— WORK REQUIRED —
Reproduce the listing below as it stands. Leave out each image.

● ● ● ●

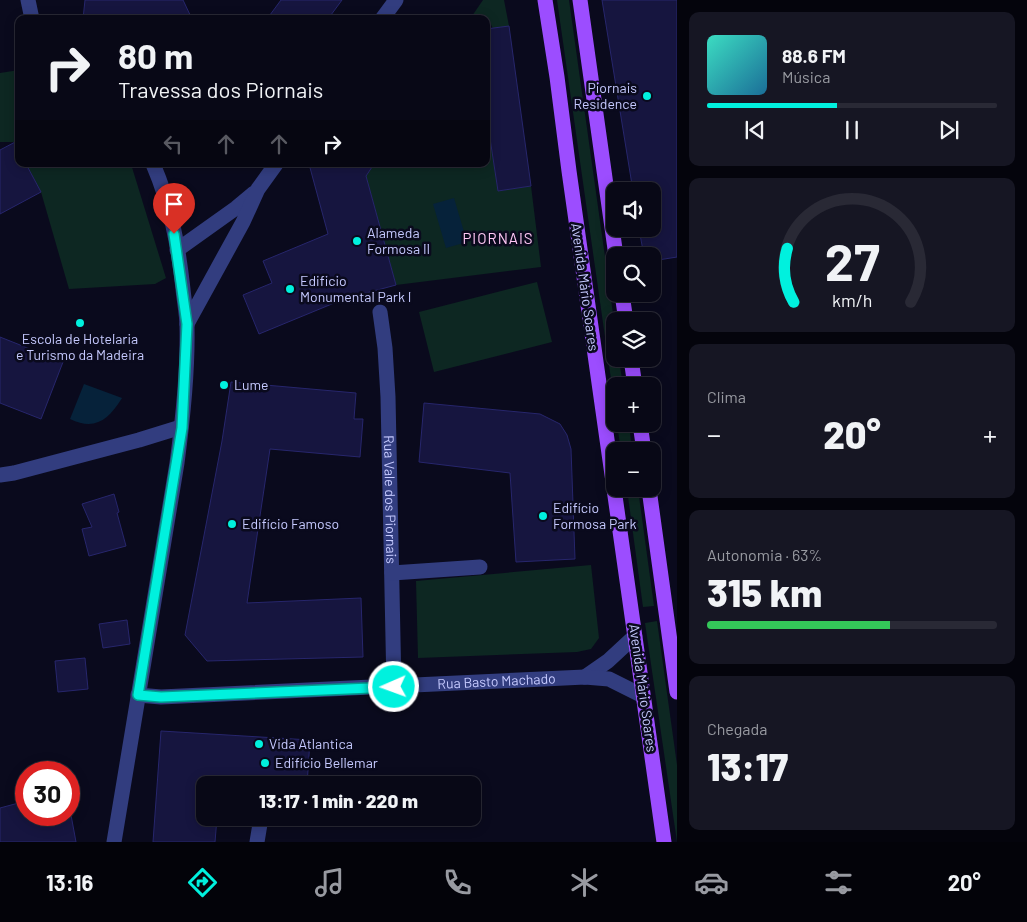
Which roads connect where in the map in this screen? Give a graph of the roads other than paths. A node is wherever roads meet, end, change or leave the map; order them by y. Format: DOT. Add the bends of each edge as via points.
graph roads {
  1 [pos="28,0"];
  2 [pos="396,0"];
  3 [pos="545,0"];
  4 [pos="580,0"];
  5 [pos="31,15"];
  6 [pos="385,15"];
  7 [pos="154,167"];
  8 [pos="274,167"];
  9 [pos="258,189"];
  10 [pos="615,247"];
  11 [pos="177,250"];
  12 [pos="380,312"];
  13 [pos="187,324"];
  14 [pos="182,428"];
  15 [pos="0,475"];
  16 [pos="650,497"];
  17 [pos="480,568"];
  18 [pos="392,573"];
  19 [pos="635,636"];
  20 [pos="675,663"];
  21 [pos="585,677"];
  22 [pos="394,687"];
  23 [pos="677,692"];
  24 [pos="138,695"];
  25 [pos="643,696"];
  26 [pos="260,826"];
  27 [pos="114,842"];
  28 [pos="258,842"];
  29 [pos="664,842"];
  1 -- 5 [label="street"];
  2 -- 6 [label="street"];
  3 -- 19 [label="main road, Avenida Mário Soares"];
  4 -- 10 [label="main road"];
  7 -- 11 [label="street" via="167,197"];
  8 -- 9 [label="street"];
  9 -- 11 [label="street"];
  9 -- 13 [label="street"];
  11 -- 13 [label="street"];
  12 -- 18 [label="street, Rua Vale dos Piornais" via="388,397"];
  13 -- 14 [label="street"];
  14 -- 15 [label="street"];
  14 -- 24 [label="street"];
  16 -- 20 [label="main road"];
  17 -- 18 [label="street"];
  18 -- 22 [label="street, Rua Vale dos Piornais"];
  19 -- 21 [label="street"];
  19 -- 25 [label="main road, Avenida Mário Soares"];
  20 -- 23 [label="main road"];
  21 -- 22 [label="street, Rua Basto Machado"];
  21 -- 25 [label="street, Rua Basto Machado" via="609,679"];
  22 -- 24 [label="street, Rua Basto Machado" via="161,697"];
  24 -- 27 [label="street"];
  25 -- 29 [label="main road, Avenida Mário Soares"];
  26 -- 28 [label="street"];
}
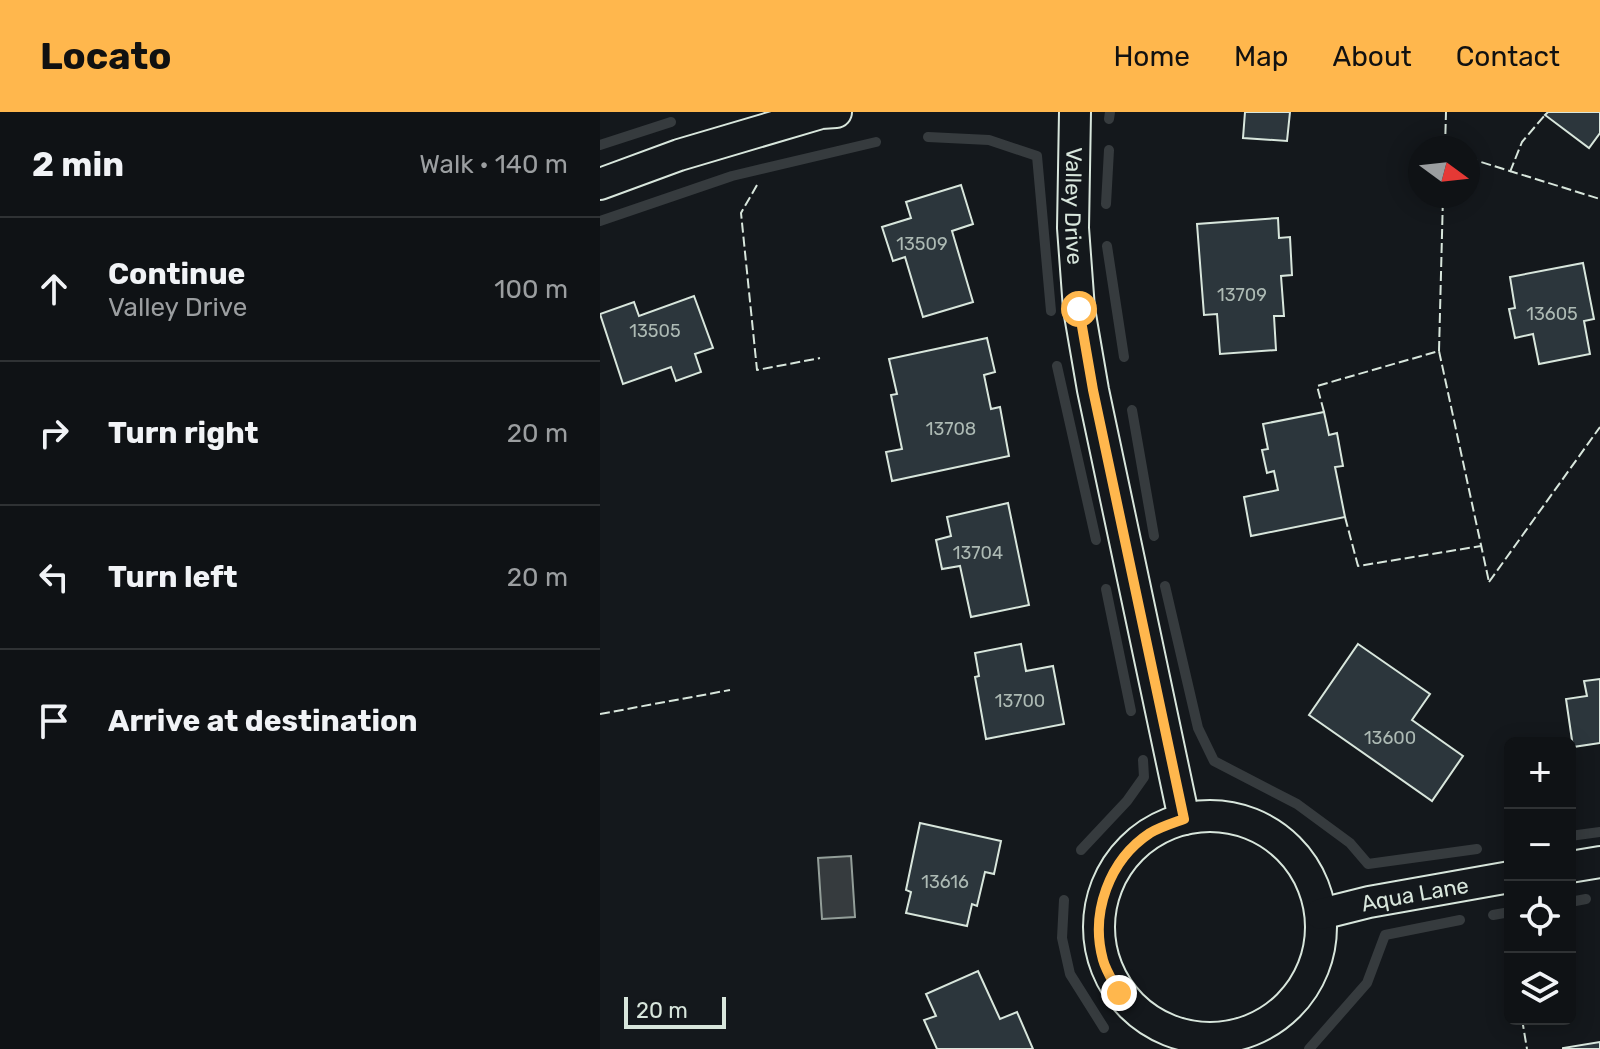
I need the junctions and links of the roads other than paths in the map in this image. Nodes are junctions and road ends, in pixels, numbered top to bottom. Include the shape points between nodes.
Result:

● ● ● ●

— THE ANSWER —
Which roads connect where in the map in this screen? Give a graph of the roads other than paths. A node is wherever roads meet, end, change or leave the map; order them by y. Format: DOT. Add the bends of each edge as via points.
graph roads {
  1 [pos="28,0"];
  2 [pos="396,0"];
  3 [pos="545,0"];
  4 [pos="580,0"];
  5 [pos="31,15"];
  6 [pos="385,15"];
  7 [pos="154,167"];
  8 [pos="274,167"];
  9 [pos="258,189"];
  10 [pos="615,247"];
  11 [pos="177,250"];
  12 [pos="380,312"];
  13 [pos="187,324"];
  14 [pos="182,428"];
  15 [pos="0,475"];
  16 [pos="650,497"];
  17 [pos="480,568"];
  18 [pos="392,573"];
  19 [pos="635,636"];
  20 [pos="675,663"];
  21 [pos="585,677"];
  22 [pos="394,687"];
  23 [pos="677,692"];
  24 [pos="138,695"];
  25 [pos="643,696"];
  26 [pos="260,826"];
  27 [pos="114,842"];
  28 [pos="258,842"];
  29 [pos="664,842"];
  1 -- 5 [label="street"];
  2 -- 6 [label="street"];
  3 -- 19 [label="main road, Avenida Mário Soares"];
  4 -- 10 [label="main road"];
  7 -- 11 [label="street" via="167,197"];
  8 -- 9 [label="street"];
  9 -- 11 [label="street"];
  9 -- 13 [label="street"];
  11 -- 13 [label="street"];
  12 -- 18 [label="street, Rua Vale dos Piornais" via="388,397"];
  13 -- 14 [label="street"];
  14 -- 15 [label="street"];
  14 -- 24 [label="street"];
  16 -- 20 [label="main road"];
  17 -- 18 [label="street"];
  18 -- 22 [label="street, Rua Vale dos Piornais"];
  19 -- 21 [label="street"];
  19 -- 25 [label="main road, Avenida Mário Soares"];
  20 -- 23 [label="main road"];
  21 -- 22 [label="street, Rua Basto Machado"];
  21 -- 25 [label="street, Rua Basto Machado" via="609,679"];
  22 -- 24 [label="street, Rua Basto Machado" via="161,697"];
  24 -- 27 [label="street"];
  25 -- 29 [label="main road, Avenida Mário Soares"];
  26 -- 28 [label="street"];
}
I need the junctions and links of the roads other than paths in the map in this image. Nodes are junctions and road ends, in pixels, numbered top to bottom. Include the shape points between nodes.
Result:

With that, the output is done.